C'era una bozza Esperimenti di mitomania

Affetti personali smarriti

A

Agosto era il mese che più odiava.

Erano anni ormai che le ferie – quelle degli altri – le passava nell’ufficio oggetti smarriti dell’aeroporto di Linate.

Era solo metà mese e da Fiumicino erano già state recapitate 41 valigie non consegnate nello scalo milanese. Un buon numero, bisognava ammetterlo.  

Ignorando il divieto che lui stesso aveva apposto sul muro difronte alla scrivania, si accese una sigaretta e, fin troppo sovrappensiero, cominciò a leggere i nominativi che gli aveva consegnato un collega. Arrivato quasi in fondo alla lista, ebbe un sussulto. La sigaretta gli cadde dalle labbra e si sbrigò a spazzarla via con un colpo di mano.

Saturno Elena.

Lesse di nuovo, lettera per lettera, quel nome, così tante volte che quasi cominciò a storpiarlo, a dargli una forma, a fargli perdere il senso…

Saturno Elena. Non poteva essere solo una coincidenza.

Aspettò che i colleghi si allontanassero per la pausa pranzo, si infilò di nascosto nel deposito bagagli e trovò quella Samsonite rossa ammucchiata insieme alle altre valigie. Controllò il cartellino: il numero era lo stesso, lo aveva composto così tante volte – senza mai avere il coraggio di chiamare – che le sue dita, anche senza cellulare davanti, danzavano ripercorrendo quella combinazione di tasti come un tic.

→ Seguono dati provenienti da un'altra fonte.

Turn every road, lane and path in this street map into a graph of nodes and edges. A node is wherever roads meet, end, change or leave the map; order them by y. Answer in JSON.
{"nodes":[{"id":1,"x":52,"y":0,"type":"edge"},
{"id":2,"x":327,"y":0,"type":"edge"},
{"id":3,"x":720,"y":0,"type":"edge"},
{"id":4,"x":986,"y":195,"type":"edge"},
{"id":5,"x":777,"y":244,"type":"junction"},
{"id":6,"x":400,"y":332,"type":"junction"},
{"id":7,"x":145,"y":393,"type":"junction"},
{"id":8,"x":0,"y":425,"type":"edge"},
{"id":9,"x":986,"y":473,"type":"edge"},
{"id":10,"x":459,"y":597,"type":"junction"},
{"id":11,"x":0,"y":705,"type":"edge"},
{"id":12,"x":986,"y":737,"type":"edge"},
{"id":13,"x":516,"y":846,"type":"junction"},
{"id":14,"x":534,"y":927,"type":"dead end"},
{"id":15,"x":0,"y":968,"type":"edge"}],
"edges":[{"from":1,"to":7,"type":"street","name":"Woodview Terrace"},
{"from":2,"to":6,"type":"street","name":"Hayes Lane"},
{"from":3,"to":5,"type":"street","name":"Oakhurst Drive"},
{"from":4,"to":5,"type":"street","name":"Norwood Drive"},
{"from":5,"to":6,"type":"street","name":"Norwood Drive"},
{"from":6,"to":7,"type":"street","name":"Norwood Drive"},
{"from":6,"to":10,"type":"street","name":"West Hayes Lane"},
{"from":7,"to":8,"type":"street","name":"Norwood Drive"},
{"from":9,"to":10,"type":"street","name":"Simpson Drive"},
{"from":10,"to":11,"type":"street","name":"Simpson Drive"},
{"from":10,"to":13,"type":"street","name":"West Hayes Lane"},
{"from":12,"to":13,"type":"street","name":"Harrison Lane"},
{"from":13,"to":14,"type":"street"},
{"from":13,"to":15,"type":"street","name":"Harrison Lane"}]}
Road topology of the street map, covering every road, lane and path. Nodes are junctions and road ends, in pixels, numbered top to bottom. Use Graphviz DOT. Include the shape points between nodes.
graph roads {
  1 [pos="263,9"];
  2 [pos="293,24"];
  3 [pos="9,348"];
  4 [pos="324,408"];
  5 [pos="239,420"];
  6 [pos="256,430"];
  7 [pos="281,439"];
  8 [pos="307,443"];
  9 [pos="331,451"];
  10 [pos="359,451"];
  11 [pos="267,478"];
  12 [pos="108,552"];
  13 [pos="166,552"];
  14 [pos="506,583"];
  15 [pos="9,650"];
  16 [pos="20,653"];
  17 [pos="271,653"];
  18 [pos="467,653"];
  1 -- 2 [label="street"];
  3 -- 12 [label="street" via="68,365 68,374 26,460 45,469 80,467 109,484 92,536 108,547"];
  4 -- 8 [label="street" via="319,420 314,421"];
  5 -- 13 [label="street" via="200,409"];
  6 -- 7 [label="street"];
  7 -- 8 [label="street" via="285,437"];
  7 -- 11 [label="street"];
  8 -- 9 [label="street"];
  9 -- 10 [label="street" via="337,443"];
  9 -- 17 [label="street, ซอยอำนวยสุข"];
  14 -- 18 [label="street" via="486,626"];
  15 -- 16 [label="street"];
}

Era solo l’indirizzo a essere cambiato.

Per un istante si arrovellò sul dal farsi, sulle politiche dell’azienda, sul senso di giustizia e… al diavolo tutto. Trascinò la Samsonite rossa nello sgabuzzino. Si accovacciò e con un colpo secco tagliò i lacci della dogana, fece scorrere la cerniera che opponeva resistenza contro le sue mani irrigidite; poi cedette, e la valigia si spalancò quasi da sola, mostrando il suo contenuto.

Tra costumi da bagno, prendisole e creme di ogni genere, ciò che gli saltò agli occhi fu un libro di fiabe con la copertina consumata e le pagine ormai ingiallite. Lo sollevò lentamente e lo aprì alla prima pagina. Senza occhiali gli era ormai diventato impossibile leggere, ma cominciò a cantilenare: «C’era una volta un re, seduto sul sofà, che disse alla sua serva, raccontami una storia e la serva incominciò…».

Sfogliò le pagine e trovò una foto usata come segnalibro: una giovane donna abbracciava un uomo abbronzato, tra di loro una bambina sorridente e sdentata. Le accarezzò il viso delicato col pollice, la frangetta bionda che le copriva lo sguardo nocciola e fu certo di avere gli occhi lucidi mentre sussurrava: «Elena…».

Il giorno dopo prese un aereo, il primo della sua vita. Buffo, per uno che lavora in aeroporto. Come unico bagaglio, quella Samsonite rossa. Stringeva tra le mani il cartellino con l’indirizzo e chiese al tassista di lasciarlo esattamente davanti a quella villetta in città. Salì i tre gradini che lo separavano dal portone e pigiò il dito sul campanello.

Per la prima volta nella sua vita, non esitò.

Per la prima volta nella sua vita, si comportò da uomo.

Per la prima volta nella sua vita, la vide trasformata in donna quando gli aprì la porta.

Il volto le sbiancò all’istante mentre sussurrò: «Papà…».